I have noticed that a lot of spam messages change their mime boundary during the message.
So in the headers they specify something like:

MIME-Version: 1.0
Content-Type: multipart/related;
        type="multipart/alternative";
        boundary="----=_NextPart_000_0005_01C6DC77.1B7CF1F0"

But then the first mime part is empty and changes the mime boundary:

------=_NextPart_000_0005_01C6DC77.1B7CF1F0
Content-Type: multipart/alternative;
        boundary="----=_NextPart_001_0006_01C6DC77.1B7CF1F0"

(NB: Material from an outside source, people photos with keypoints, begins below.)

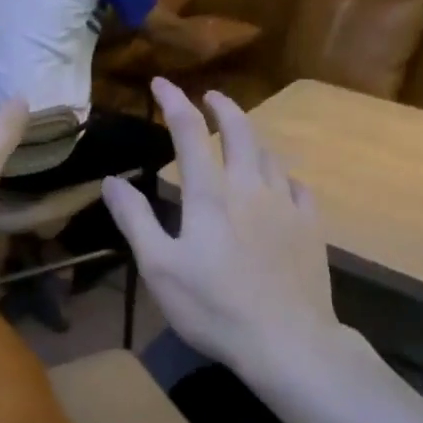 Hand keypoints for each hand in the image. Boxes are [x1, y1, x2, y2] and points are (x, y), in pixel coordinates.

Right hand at [102, 79, 339, 381]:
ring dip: (253, 136)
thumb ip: (136, 220)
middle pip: (241, 132)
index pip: (190, 133)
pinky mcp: (311, 228)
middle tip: (211, 95)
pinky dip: (283, 175)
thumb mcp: (159, 268)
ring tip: (242, 134)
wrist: (287, 341)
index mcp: (210, 196)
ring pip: (271, 155)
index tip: (162, 82)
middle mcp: (251, 188)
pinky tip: (281, 183)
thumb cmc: (214, 307)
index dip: (174, 102)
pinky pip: (299, 187)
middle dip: (224, 107)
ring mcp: (287, 206)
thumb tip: (111, 180) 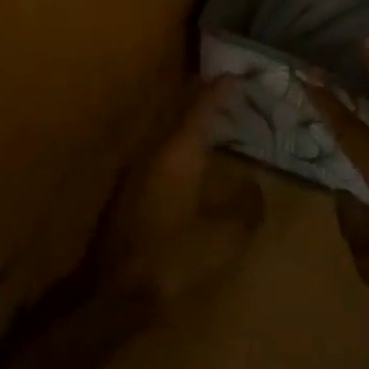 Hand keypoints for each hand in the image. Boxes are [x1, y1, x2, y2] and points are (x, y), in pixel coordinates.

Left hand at [94, 76, 264, 302]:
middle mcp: (154, 150)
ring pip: (165, 129)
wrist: (113, 292)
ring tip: (209, 119)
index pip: (201, 107)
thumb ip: (245, 210)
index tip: (235, 76)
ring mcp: (136, 169)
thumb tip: (255, 188)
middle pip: (178, 110)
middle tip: (223, 90)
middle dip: (200, 96)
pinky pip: (158, 149)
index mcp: (179, 153)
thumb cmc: (172, 258)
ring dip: (186, 119)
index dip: (219, 90)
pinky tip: (187, 159)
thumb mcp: (222, 239)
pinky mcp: (128, 190)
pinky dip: (176, 142) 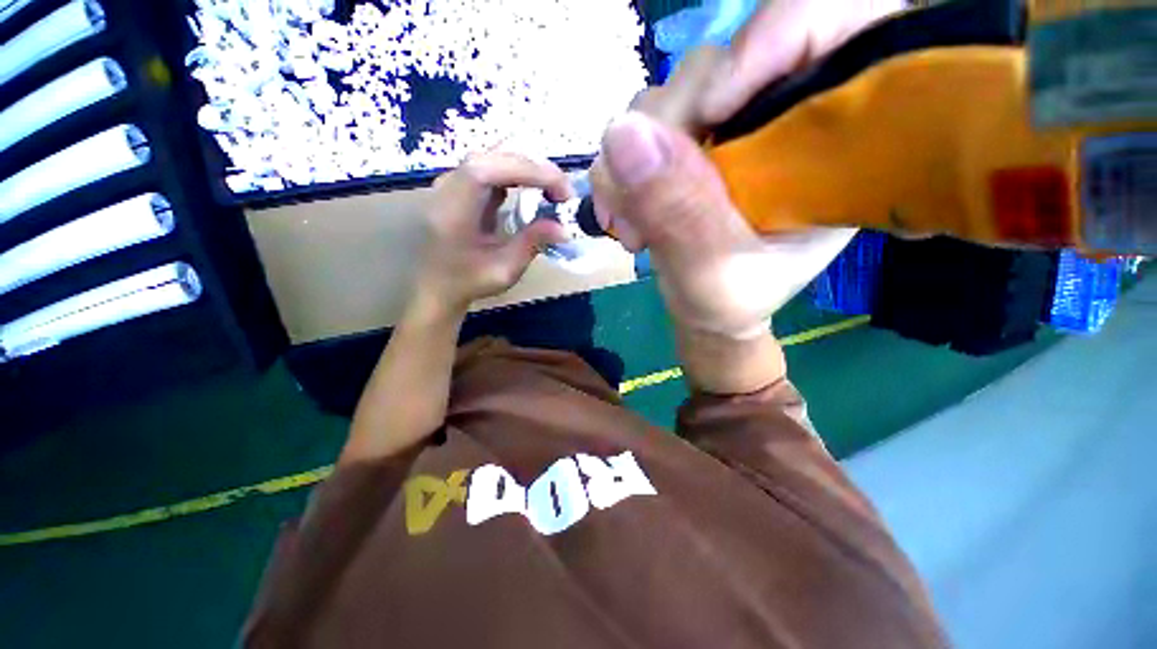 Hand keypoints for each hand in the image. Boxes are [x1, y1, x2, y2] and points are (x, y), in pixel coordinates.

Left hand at [416, 152, 572, 314]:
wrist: (438, 285)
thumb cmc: (469, 282)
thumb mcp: (504, 271)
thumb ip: (531, 244)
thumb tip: (564, 228)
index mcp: (452, 212)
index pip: (484, 171)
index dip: (525, 171)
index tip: (559, 190)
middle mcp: (448, 188)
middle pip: (492, 157)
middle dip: (534, 168)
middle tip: (563, 194)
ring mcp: (453, 182)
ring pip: (494, 156)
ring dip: (529, 168)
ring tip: (554, 191)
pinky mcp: (463, 184)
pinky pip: (493, 166)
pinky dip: (519, 173)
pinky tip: (535, 189)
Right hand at [590, 0, 904, 338]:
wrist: (706, 307)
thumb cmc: (730, 301)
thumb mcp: (712, 275)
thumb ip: (679, 214)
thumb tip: (622, 136)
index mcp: (827, 143)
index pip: (832, 26)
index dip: (772, 39)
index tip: (714, 110)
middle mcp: (776, 117)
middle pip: (718, 63)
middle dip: (666, 135)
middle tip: (645, 211)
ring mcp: (722, 125)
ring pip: (665, 96)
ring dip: (632, 164)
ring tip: (634, 229)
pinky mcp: (684, 141)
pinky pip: (636, 129)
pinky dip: (618, 173)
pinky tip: (622, 216) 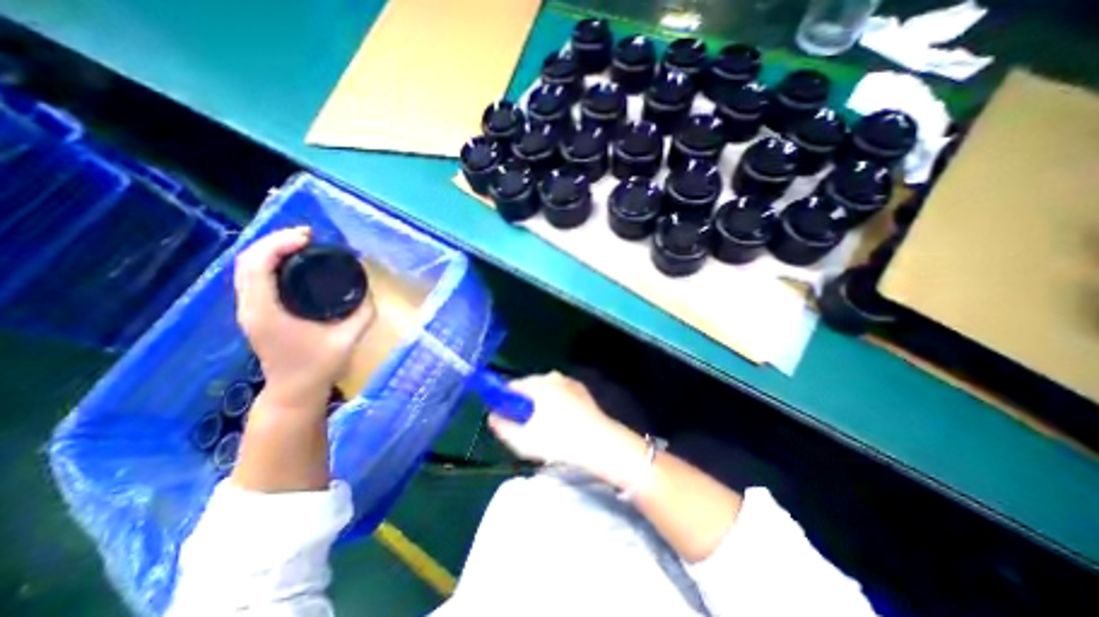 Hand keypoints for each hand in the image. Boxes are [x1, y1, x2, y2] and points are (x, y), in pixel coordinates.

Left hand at [233, 227, 376, 413]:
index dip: (278, 243)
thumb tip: (369, 290)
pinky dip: (271, 262)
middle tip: (309, 236)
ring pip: (247, 267)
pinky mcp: (256, 311)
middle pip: (246, 260)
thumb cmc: (319, 366)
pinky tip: (295, 262)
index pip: (256, 265)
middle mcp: (250, 306)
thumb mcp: (347, 339)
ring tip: (304, 243)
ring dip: (272, 249)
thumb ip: (363, 313)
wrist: (294, 391)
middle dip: (275, 240)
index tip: (308, 237)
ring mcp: (250, 309)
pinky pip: (255, 277)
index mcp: (266, 312)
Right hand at [486, 371, 644, 486]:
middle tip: (524, 424)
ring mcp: (569, 382)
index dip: (504, 399)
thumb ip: (503, 427)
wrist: (600, 443)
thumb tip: (492, 417)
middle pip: (530, 386)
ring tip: (544, 426)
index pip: (512, 386)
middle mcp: (553, 377)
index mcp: (538, 384)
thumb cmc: (559, 441)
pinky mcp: (581, 390)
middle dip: (523, 402)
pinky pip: (561, 393)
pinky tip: (561, 421)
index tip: (503, 414)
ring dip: (540, 403)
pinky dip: (556, 403)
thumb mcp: (524, 440)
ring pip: (546, 390) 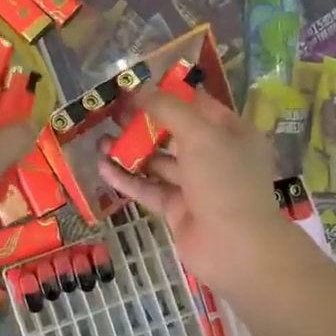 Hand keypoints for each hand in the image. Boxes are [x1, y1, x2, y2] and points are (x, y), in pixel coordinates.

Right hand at [96, 87, 306, 298]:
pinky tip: (103, 168)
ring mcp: (196, 186)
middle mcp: (216, 156)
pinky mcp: (177, 210)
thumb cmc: (224, 181)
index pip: (198, 105)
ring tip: (100, 140)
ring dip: (131, 151)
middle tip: (111, 113)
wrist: (235, 248)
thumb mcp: (200, 135)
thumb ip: (168, 109)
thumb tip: (138, 89)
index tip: (136, 87)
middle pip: (175, 133)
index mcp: (232, 133)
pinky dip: (127, 178)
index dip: (168, 94)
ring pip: (159, 162)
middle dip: (143, 123)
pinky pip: (150, 188)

They then have two mime parts with this new mime boundary, first a text and then an html mime part:

------=_NextPart_001_0006_01C6DC77.1B7CF1F0
Content-Type: text/plain;
        charset="windows-1250"
Content-Transfer-Encoding: quoted-printable

[Text Content]

------=_NextPart_001_0006_01C6DC77.1B7CF1F0
Content-Type: text/html;
        charset="windows-1250"
Content-Transfer-Encoding: quoted-printable

[HTML Content]

------=_NextPart_001_0006_01C6DC77.1B7CF1F0--

They then revert back to the original mime boundary for the image spam mime part:

------=_NextPart_000_0005_01C6DC77.1B7CF1F0
Content-Type: image/gif;
        name="fighting.gif"
Content-Transfer-Encoding: base64
Content-ID: <[EMAIL PROTECTED]>

[image]

------=_NextPart_000_0005_01C6DC77.1B7CF1F0--

Does this happen in legitimate emails as well?
I have never seen this in a legit email, however i do spend far longer looking at spam then i do ham.

Perhaps someone has already written a rule for this behaviour.
If so, could someone point me in the right direction to get it?